Ad Code

Data Science labs blog

Detect and Extract Tabular Data From Images Using TableNet (With PyTorch)

 

Detect and Extract Tabular Data From Images Using TableNet (With PyTorch)



In this article, I will walk you through an implementation of TableNet using PyTorch to detect and extract tabular data from an image. If you have other types of scanned documents, converting them to images is reasonably easy.

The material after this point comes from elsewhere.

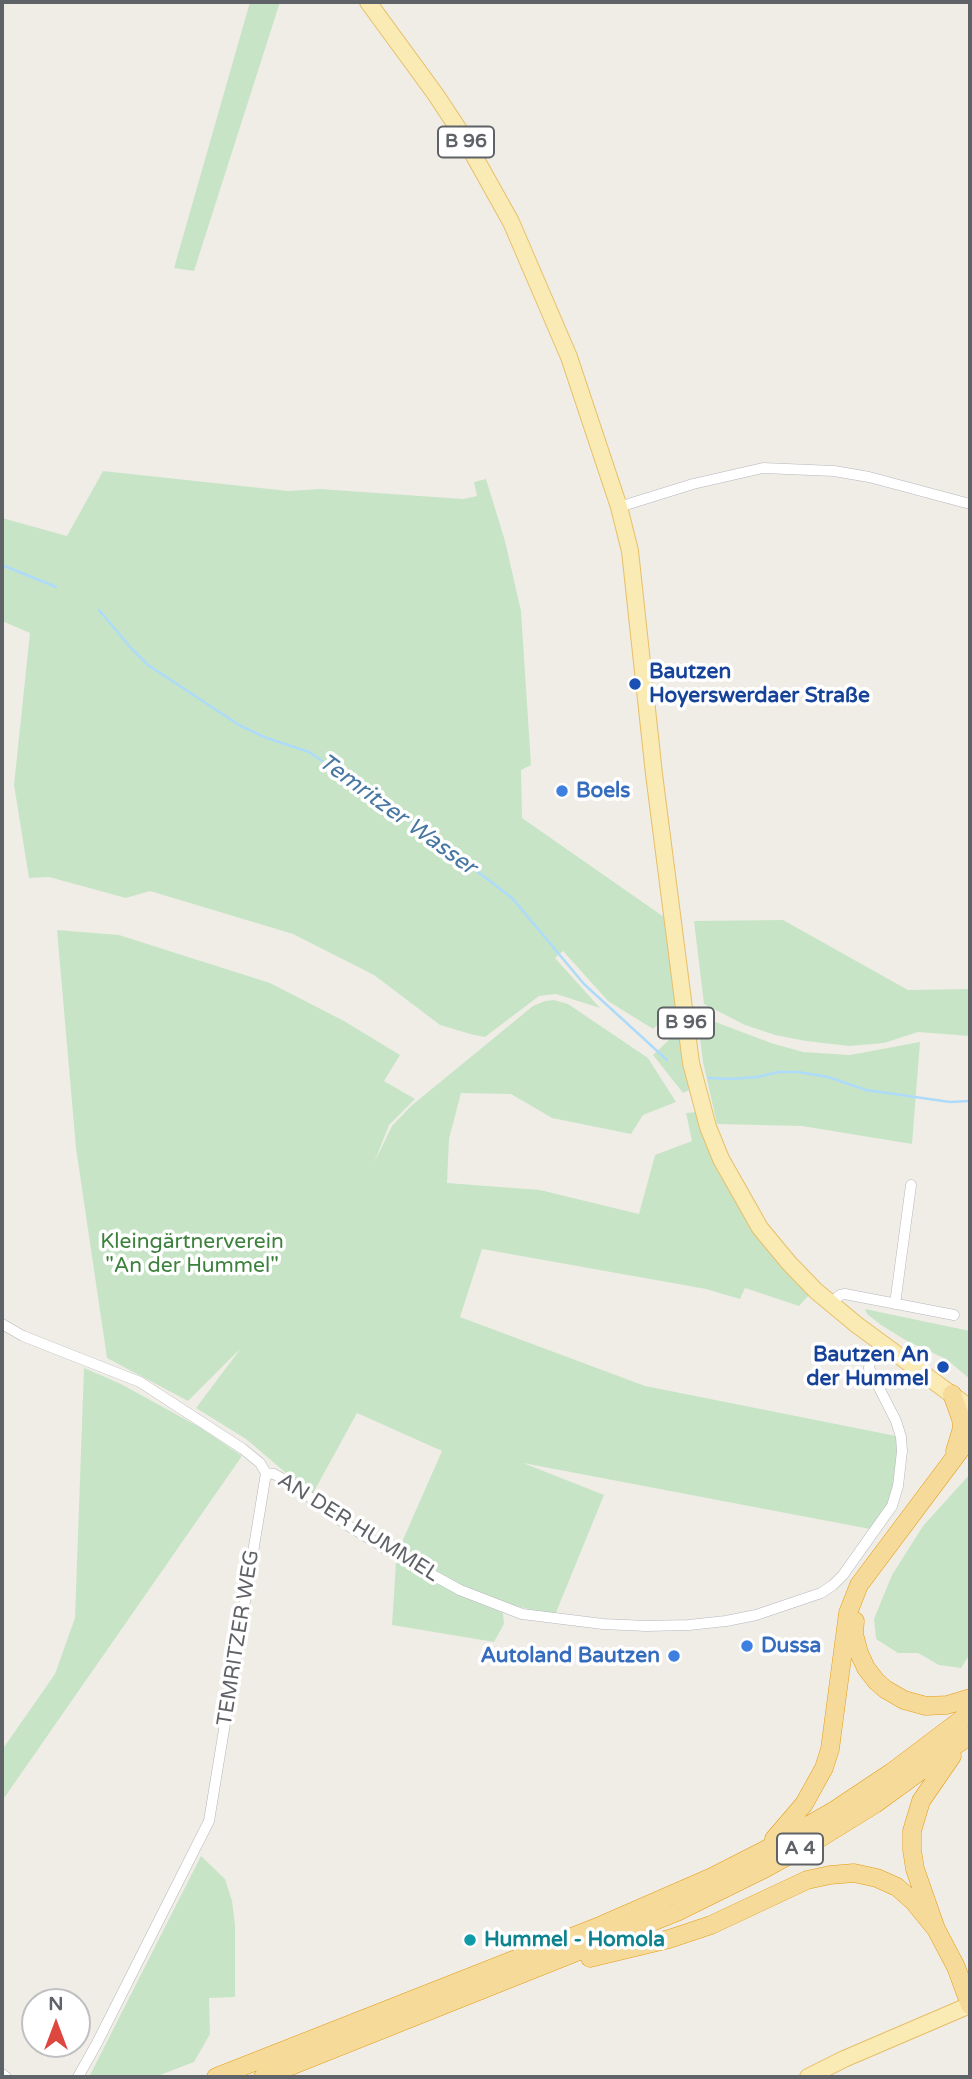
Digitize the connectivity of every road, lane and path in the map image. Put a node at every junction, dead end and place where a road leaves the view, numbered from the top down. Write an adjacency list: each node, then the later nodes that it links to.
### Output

The TableNet paper can be found here and here.

Table of Contents


Introduction

Goal

Deep Learning Approach and Performance Metric

Data

Pre-Processing

Model Architecture

Model Implementation

Train, Test, Loss

Prediction Examples

Next Actions

Please note, I will supply you only with the important parts of the code. For the complete code, you can refer to my GitHub repo.

Introduction

Nowadays, we have many documents such as PDFs, docs, images, rich text files, and more, all of which can be converted to images. These documents have tables in them holding very important information that we need.
In this article, I will use TableNet to make an end-to-end deep learning architecture to detect the tables in an image (I will draw a rectangle around every table detected and each will also be saved in a new image for later extraction).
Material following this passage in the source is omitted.